Description
Hawaiian Macaroni Salad is a creamy, flavorful side dish that combines tender elbow macaroni with a tangy, slightly sweet mayonnaise dressing and crisp vegetables. Perfect for plate lunches, picnics, and potlucks, it offers a tropical flair and comforting taste loved by all ages.
Ingredients
- 8 ounces elbow macaroni (about 2 cups)
- 1/2 cup mayonnaise
- 2 tablespoons sweet pickle relish
- 1 tablespoon apple cider vinegar
- 1 teaspoon sugar
- 1/2 teaspoon salt
- 1/4 teaspoon black pepper
- 1 small carrot, finely grated
- 1/4 cup finely chopped celery
- 1/4 cup finely chopped green onion
- 1 hard-boiled egg, chopped (optional)
Instructions
- Bring a large pot of salted water to a boil. Cook macaroni according to package instructions until tender but not mushy. Drain and rinse under cold water.
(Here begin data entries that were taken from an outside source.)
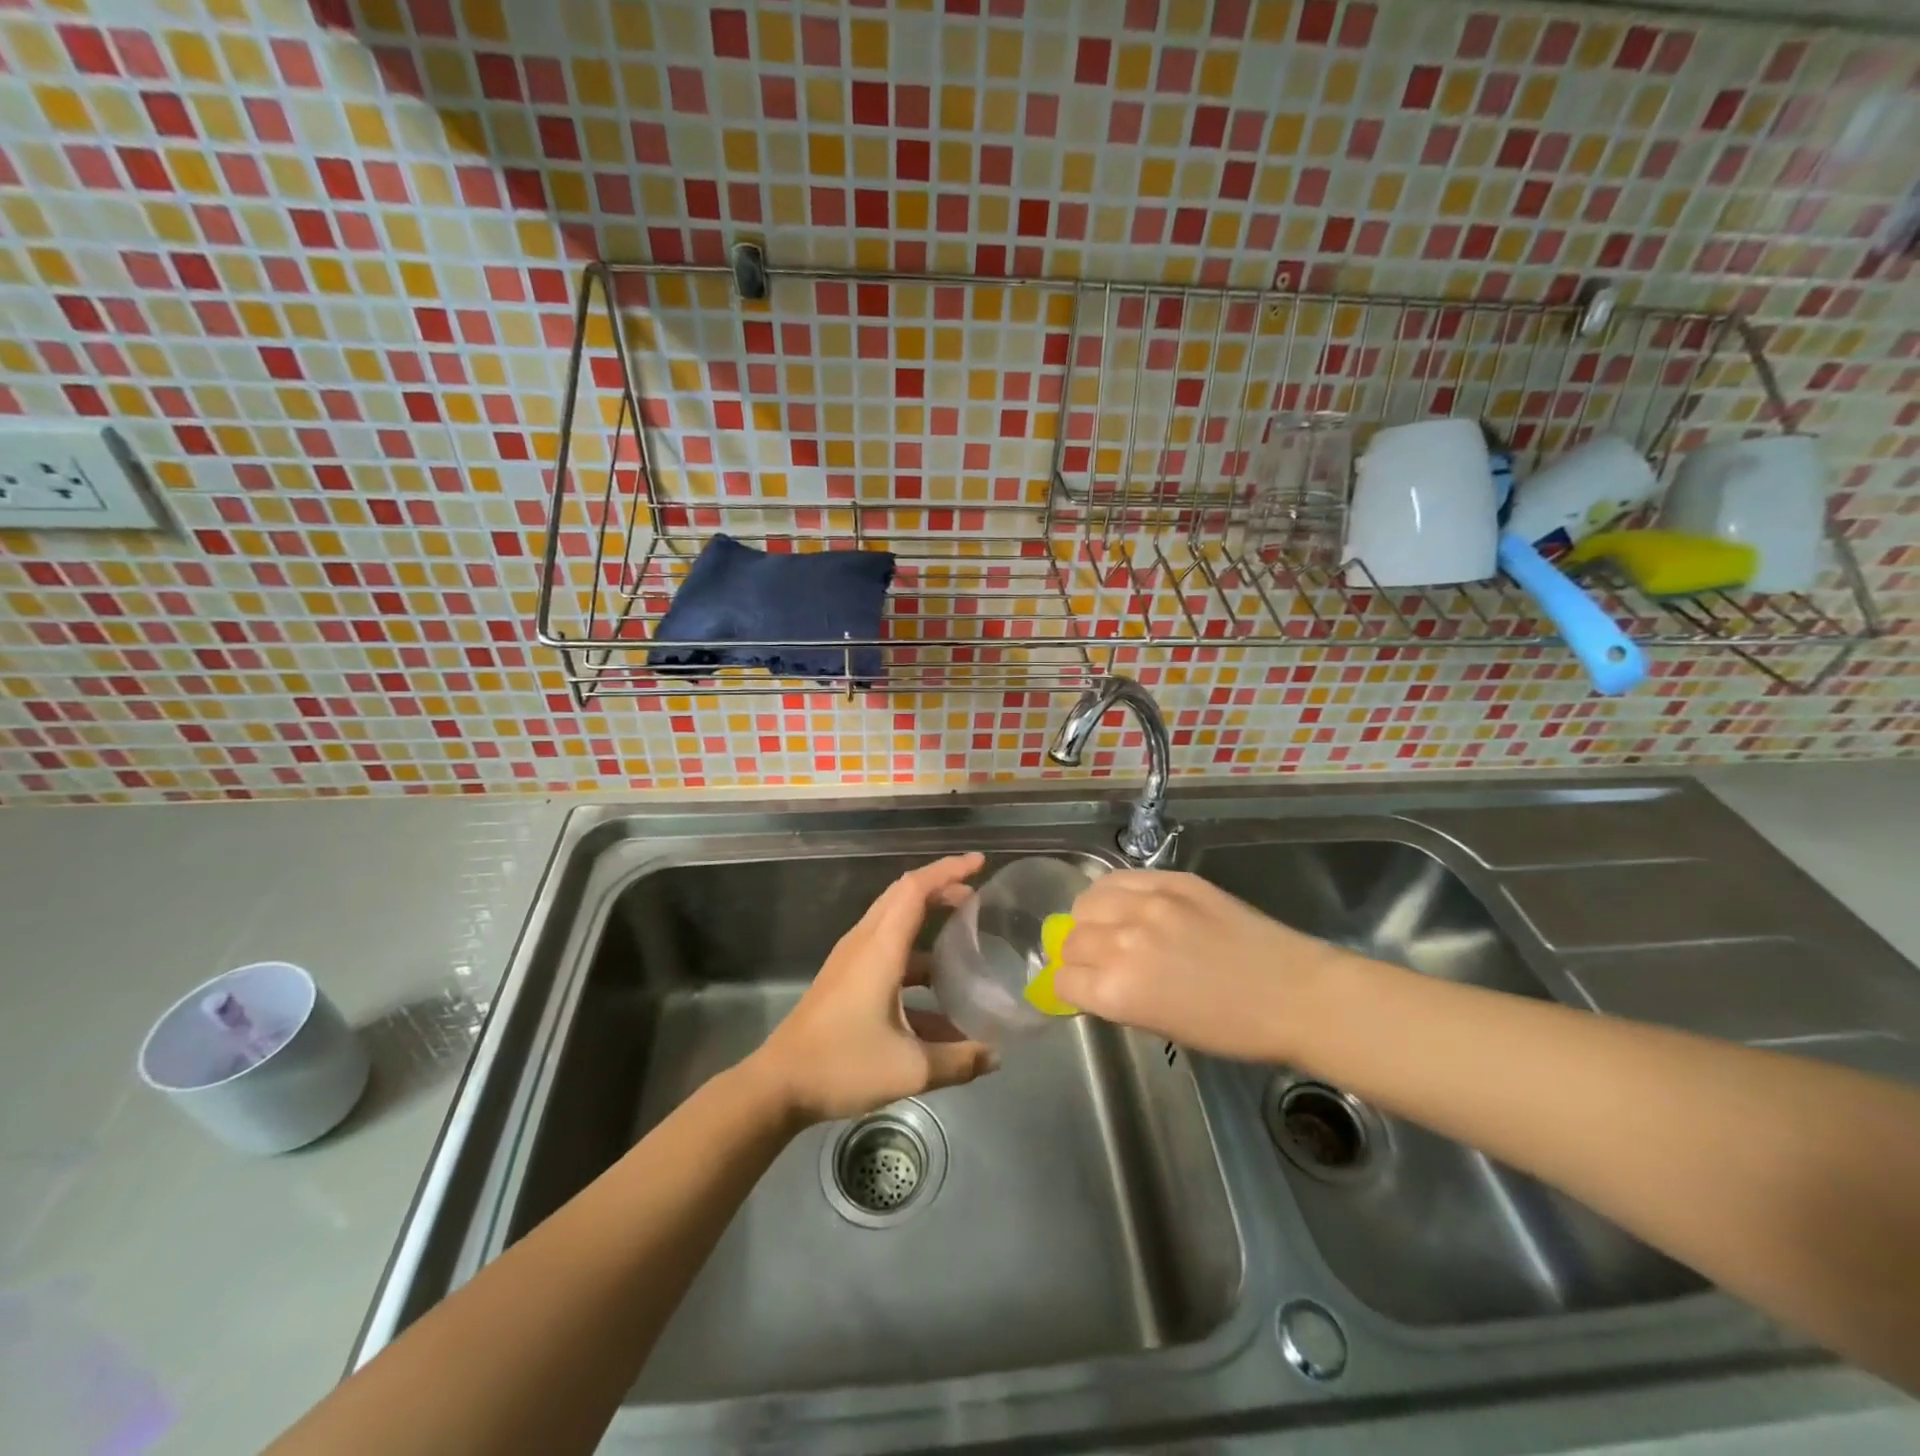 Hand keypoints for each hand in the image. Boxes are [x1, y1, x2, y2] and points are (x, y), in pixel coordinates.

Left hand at [746, 853, 999, 1124]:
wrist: (778, 1085)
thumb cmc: (843, 1065)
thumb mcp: (910, 1069)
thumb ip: (958, 1060)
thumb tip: (995, 1056)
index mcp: (880, 948)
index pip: (916, 889)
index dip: (949, 870)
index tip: (979, 863)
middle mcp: (864, 943)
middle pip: (903, 896)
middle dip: (941, 888)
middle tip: (976, 898)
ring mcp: (851, 960)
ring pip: (894, 923)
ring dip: (927, 922)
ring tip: (962, 943)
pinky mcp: (844, 979)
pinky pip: (885, 951)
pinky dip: (914, 959)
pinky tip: (937, 1001)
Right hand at [1055, 870, 1345, 1063]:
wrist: (1294, 994)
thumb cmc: (1232, 1028)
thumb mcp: (1161, 1026)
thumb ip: (1118, 998)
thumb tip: (1092, 978)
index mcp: (1118, 992)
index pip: (1063, 980)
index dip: (1070, 985)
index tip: (1082, 985)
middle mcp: (1122, 943)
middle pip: (1070, 939)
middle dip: (1076, 953)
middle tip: (1098, 958)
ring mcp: (1147, 905)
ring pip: (1086, 901)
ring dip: (1089, 918)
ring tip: (1109, 925)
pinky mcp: (1171, 880)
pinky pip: (1119, 878)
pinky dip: (1112, 892)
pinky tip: (1126, 903) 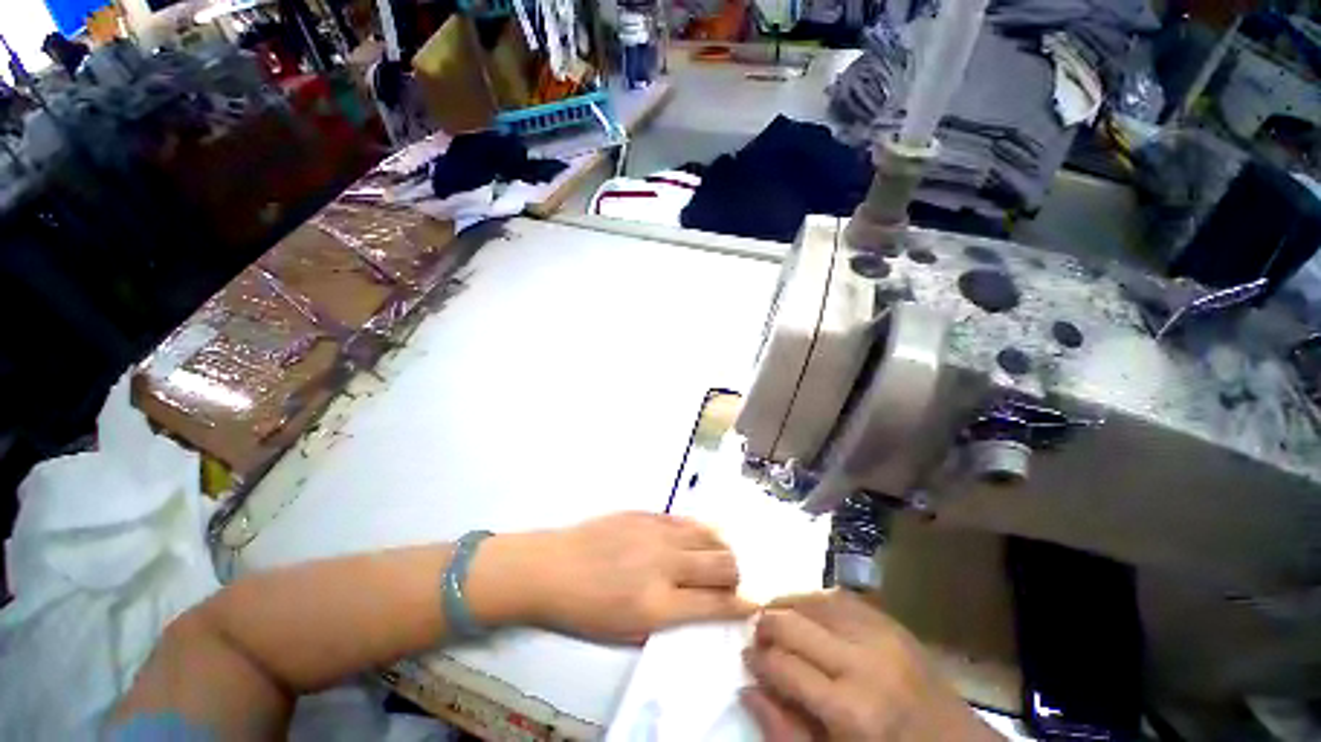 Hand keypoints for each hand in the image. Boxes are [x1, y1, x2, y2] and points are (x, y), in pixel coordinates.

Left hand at [473, 512, 755, 643]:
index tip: (754, 602)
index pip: (716, 604)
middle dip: (737, 573)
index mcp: (659, 604)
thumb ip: (671, 616)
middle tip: (733, 580)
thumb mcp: (629, 631)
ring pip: (708, 534)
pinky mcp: (647, 514)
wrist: (554, 567)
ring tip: (719, 555)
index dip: (742, 604)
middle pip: (721, 563)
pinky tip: (697, 535)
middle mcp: (665, 564)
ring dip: (721, 547)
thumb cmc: (587, 610)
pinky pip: (684, 520)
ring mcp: (657, 533)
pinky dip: (699, 530)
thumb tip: (702, 603)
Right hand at [741, 590, 998, 741]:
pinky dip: (816, 600)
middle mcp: (864, 662)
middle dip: (766, 625)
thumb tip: (746, 687)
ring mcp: (883, 636)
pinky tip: (808, 612)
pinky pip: (842, 597)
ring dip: (788, 606)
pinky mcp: (894, 623)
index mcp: (850, 711)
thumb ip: (784, 730)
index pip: (782, 665)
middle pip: (793, 622)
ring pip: (814, 600)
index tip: (747, 658)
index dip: (756, 659)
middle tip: (759, 637)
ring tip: (778, 619) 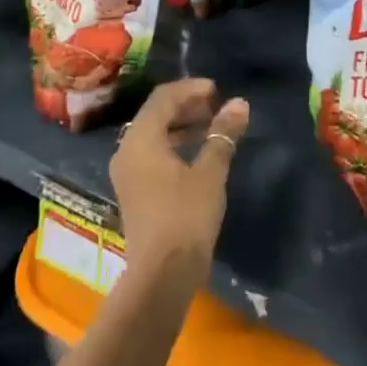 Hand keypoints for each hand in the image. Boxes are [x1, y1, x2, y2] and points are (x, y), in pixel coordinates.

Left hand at [110, 79, 248, 280]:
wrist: (161, 276)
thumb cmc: (185, 217)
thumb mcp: (210, 172)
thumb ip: (222, 134)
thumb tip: (239, 103)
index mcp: (141, 138)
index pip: (163, 97)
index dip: (191, 89)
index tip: (217, 91)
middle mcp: (127, 149)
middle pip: (156, 113)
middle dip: (187, 106)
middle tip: (217, 108)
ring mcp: (127, 172)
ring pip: (153, 134)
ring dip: (181, 126)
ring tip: (212, 128)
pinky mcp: (133, 191)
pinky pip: (151, 153)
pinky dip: (173, 145)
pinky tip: (197, 154) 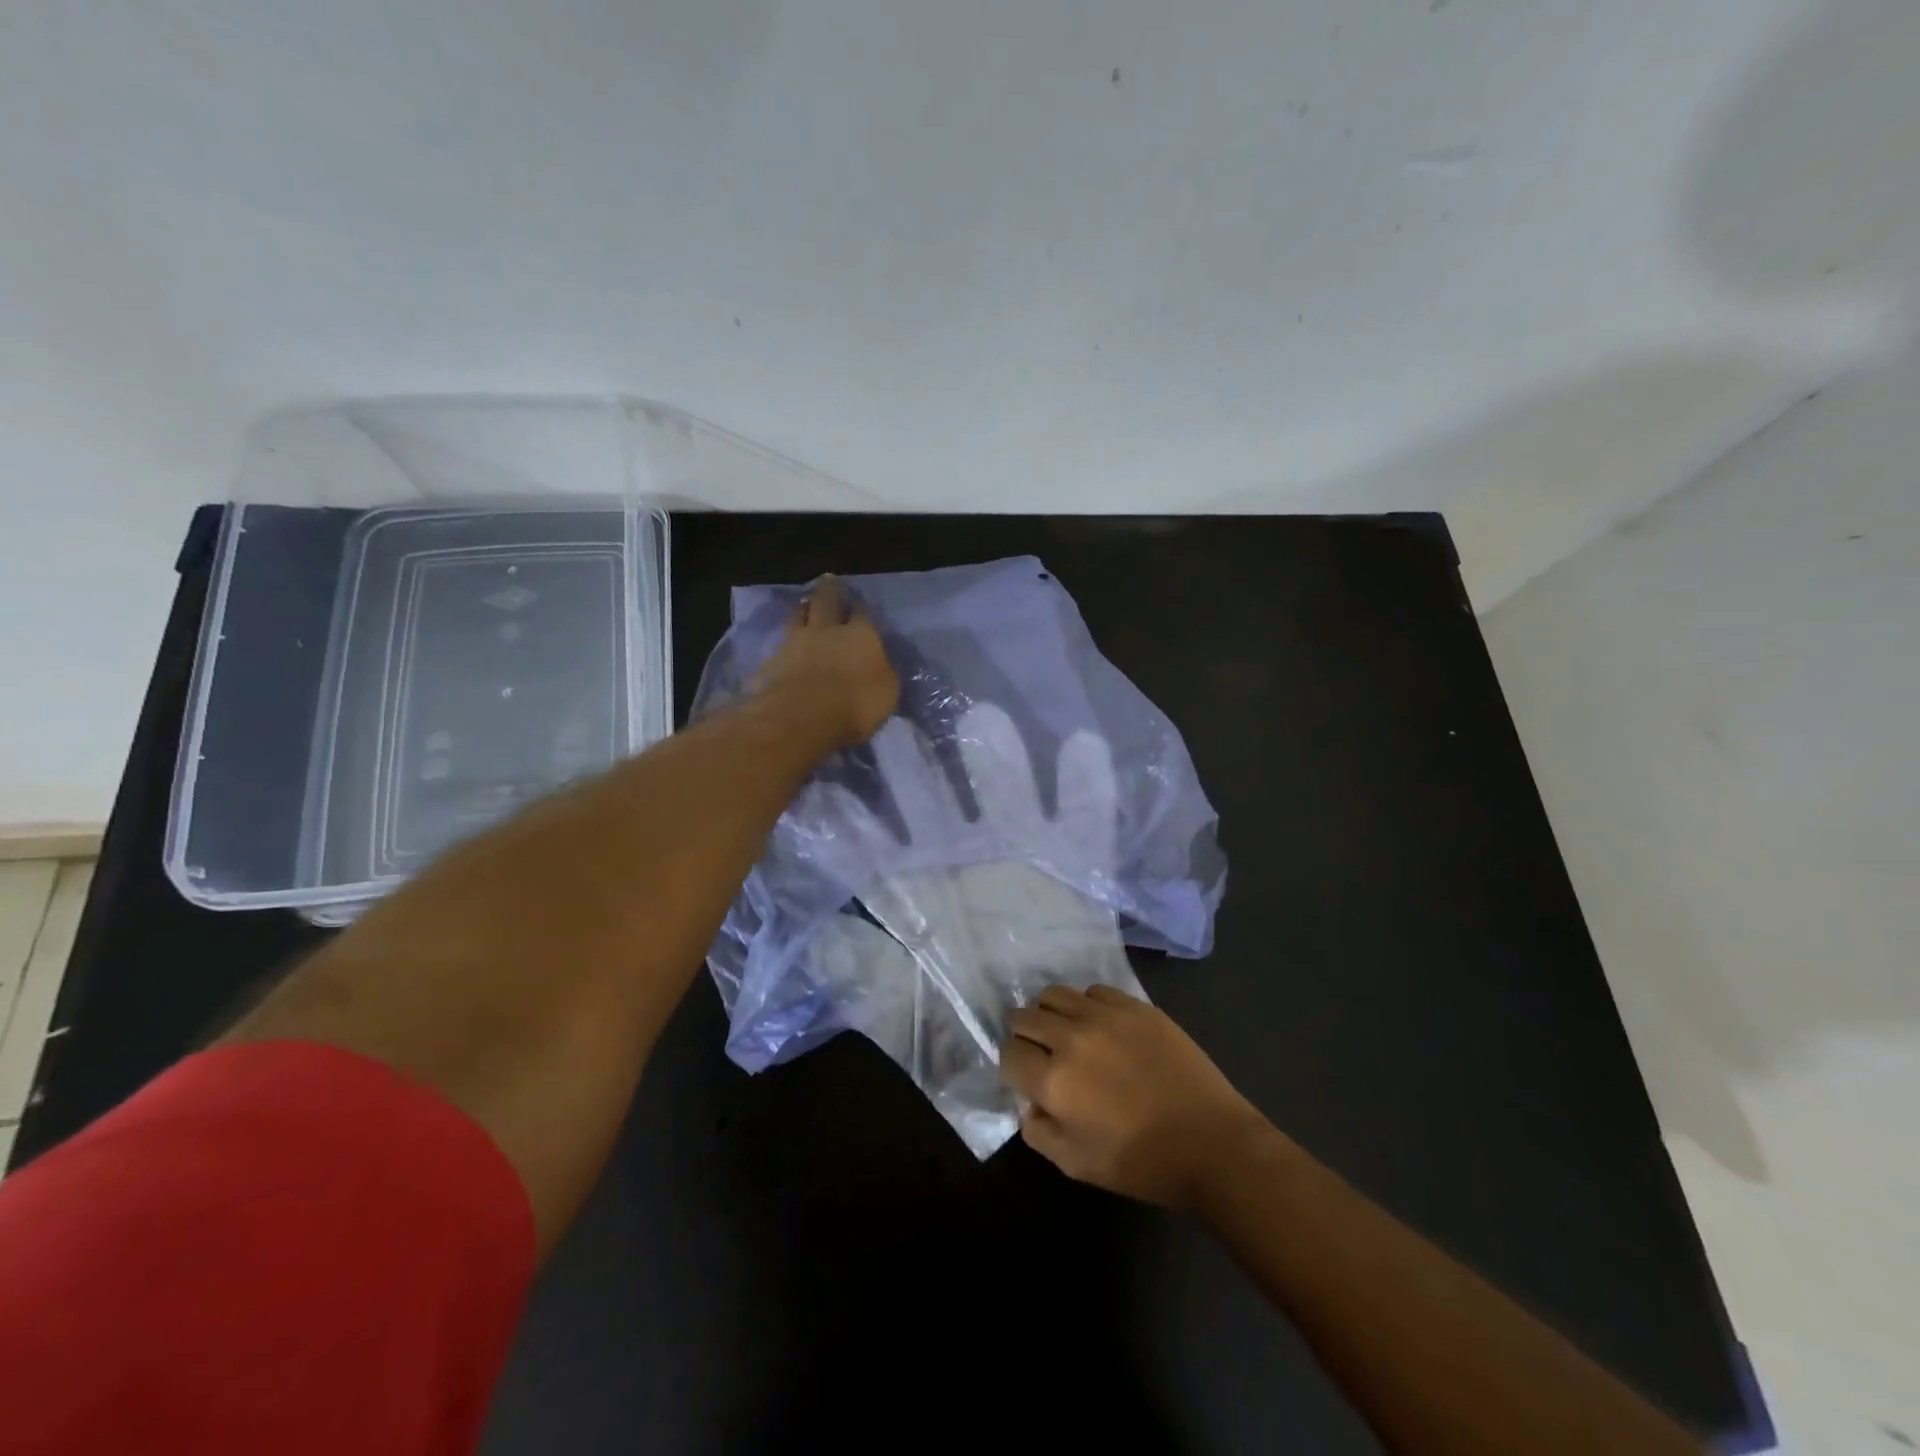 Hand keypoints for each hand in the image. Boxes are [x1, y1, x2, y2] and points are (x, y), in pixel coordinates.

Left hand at [753, 575, 898, 747]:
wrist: (802, 716)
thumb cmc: (856, 704)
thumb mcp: (887, 692)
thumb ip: (882, 672)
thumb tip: (880, 663)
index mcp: (861, 634)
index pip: (862, 612)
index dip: (860, 606)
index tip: (858, 602)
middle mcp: (828, 629)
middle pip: (827, 601)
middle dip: (830, 591)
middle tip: (829, 581)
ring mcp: (795, 641)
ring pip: (799, 615)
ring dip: (804, 608)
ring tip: (806, 603)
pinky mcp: (772, 660)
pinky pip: (781, 641)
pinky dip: (786, 638)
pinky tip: (786, 641)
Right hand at [1003, 984, 1273, 1210]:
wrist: (1211, 1143)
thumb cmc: (1141, 1162)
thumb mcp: (1075, 1165)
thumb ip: (1038, 1131)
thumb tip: (1028, 1103)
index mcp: (1053, 1080)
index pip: (1009, 1053)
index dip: (1014, 1067)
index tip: (1028, 1079)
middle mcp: (1071, 1038)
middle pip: (1025, 1017)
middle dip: (1027, 1037)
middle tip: (1044, 1055)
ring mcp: (1104, 1016)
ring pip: (1054, 994)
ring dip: (1052, 1014)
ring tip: (1069, 1034)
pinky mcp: (1134, 1005)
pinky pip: (1093, 991)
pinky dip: (1087, 1006)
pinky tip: (1102, 1028)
- In a large mixing bowl, whisk together mayonnaise, sweet pickle relish, apple cider vinegar, sugar, salt, and black pepper until smooth.
- Add the cooled macaroni to the dressing. Mix in grated carrot, chopped celery, green onion, and chopped hard-boiled egg if using. Stir until evenly coated.
- Cover and refrigerate for at least 1 hour to allow flavors to meld.
- Serve chilled, garnished with additional green onion or a sprinkle of paprika if desired.
Notes
- Add a few tablespoons of sour cream to the dressing for extra creaminess.
- Mix in small pineapple chunks for a tropical twist.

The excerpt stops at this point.